Alan E. Bandler for appellant.
Michael B. Mukasey, Harold R. Tyler, Jr., and Blair Axel for respondents.
The order of the Appellate Division should be affirmed, with costs.
In its complaint seeking a commission, plaintiff — a real estate broker — alleged that it procured a buyer for certain property owned by defendants, that it advised defendants that such offer was subject to the commission, that the buyer was ready, willing and able to purchase the premises on the terms and conditions agreed to by defendants, and that it therefore had a right to recover the commission from defendants. In discovery and in affidavits responding to defendants' motion for summary judgment, plaintiff described a series of telephone calls and meetings which it initiated in May 1983, culminating several months later in the termination of negotiations between defendants and plaintiff's proposed buyer ("the Goodsteins") and defendants' sale of the property to another party. Plaintiff urges that there is at least a triable issue of material fact with respect to its employment as defendants' agent for the sale of the property, giving rise to an implied contract. A divided Appellate Division granted summary judgment dismissing the complaint, concluding that there was no agreement to employ plaintiff as defendants' agent, and that as a mere volunteer plaintiff had no right to a commission.

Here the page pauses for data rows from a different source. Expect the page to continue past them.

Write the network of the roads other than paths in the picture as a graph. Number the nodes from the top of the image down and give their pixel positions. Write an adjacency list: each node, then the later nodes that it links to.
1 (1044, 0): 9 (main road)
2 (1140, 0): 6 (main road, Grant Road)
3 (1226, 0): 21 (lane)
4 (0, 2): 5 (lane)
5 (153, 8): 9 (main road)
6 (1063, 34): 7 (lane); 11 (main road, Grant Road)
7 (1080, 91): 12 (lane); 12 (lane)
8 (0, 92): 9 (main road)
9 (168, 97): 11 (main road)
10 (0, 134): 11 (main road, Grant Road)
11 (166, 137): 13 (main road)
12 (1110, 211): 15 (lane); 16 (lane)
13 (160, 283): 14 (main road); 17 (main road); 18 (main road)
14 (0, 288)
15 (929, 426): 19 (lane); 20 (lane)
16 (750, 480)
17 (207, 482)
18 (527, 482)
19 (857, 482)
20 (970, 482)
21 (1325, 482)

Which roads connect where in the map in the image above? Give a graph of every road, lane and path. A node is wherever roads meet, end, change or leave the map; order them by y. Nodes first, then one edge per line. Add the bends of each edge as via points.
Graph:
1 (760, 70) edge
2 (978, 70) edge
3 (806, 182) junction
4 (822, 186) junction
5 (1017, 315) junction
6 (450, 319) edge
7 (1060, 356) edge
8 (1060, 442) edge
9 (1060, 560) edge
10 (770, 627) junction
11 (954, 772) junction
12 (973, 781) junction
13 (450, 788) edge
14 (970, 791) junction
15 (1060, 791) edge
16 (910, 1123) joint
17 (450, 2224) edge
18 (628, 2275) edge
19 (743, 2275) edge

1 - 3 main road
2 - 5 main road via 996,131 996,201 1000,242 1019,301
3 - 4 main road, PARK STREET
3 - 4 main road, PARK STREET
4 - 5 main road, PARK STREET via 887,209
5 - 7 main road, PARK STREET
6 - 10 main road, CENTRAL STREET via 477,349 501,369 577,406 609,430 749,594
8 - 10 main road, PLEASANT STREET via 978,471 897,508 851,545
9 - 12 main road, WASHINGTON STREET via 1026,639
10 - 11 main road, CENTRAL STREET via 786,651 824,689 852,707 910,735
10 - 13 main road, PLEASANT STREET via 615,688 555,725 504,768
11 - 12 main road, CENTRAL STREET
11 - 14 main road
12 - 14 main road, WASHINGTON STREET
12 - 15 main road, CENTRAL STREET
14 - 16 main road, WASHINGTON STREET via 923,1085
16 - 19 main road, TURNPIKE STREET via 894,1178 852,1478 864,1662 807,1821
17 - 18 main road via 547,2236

Central to plaintiff's recovery of any brokerage commission from defendants, of course, is that it must plead and prove that it was employed by defendants. Any implication of employment of plaintiff as defendants' agent in this transaction is explicitly negated by plaintiff's own signed agreement with the Goodsteins — which it in no way disavows — and which begins: "We have acted as your agent in connection with your prospective acquisition of the above premises." A contract cannot be implied in fact where there is an express contract covering the subject matter involved (Miller v Schloss, 218 N.Y. 400, 406-407). Here, not only is there an express contract regarding plaintiff's employment as a broker with respect to the sale of the property, but also the contract reciting that plaintiff has "acted as [the buyer's] agent" in the transaction negates plaintiff's present contention that it was in fact employed as the sellers' agent.
Chief Judge WACHTLER and Judges SIMONS, KAYE, ALEXANDER, TITONE, HANCOCK, JR., and BELLACOSA concur.
Order affirmed, with costs, in a memorandum.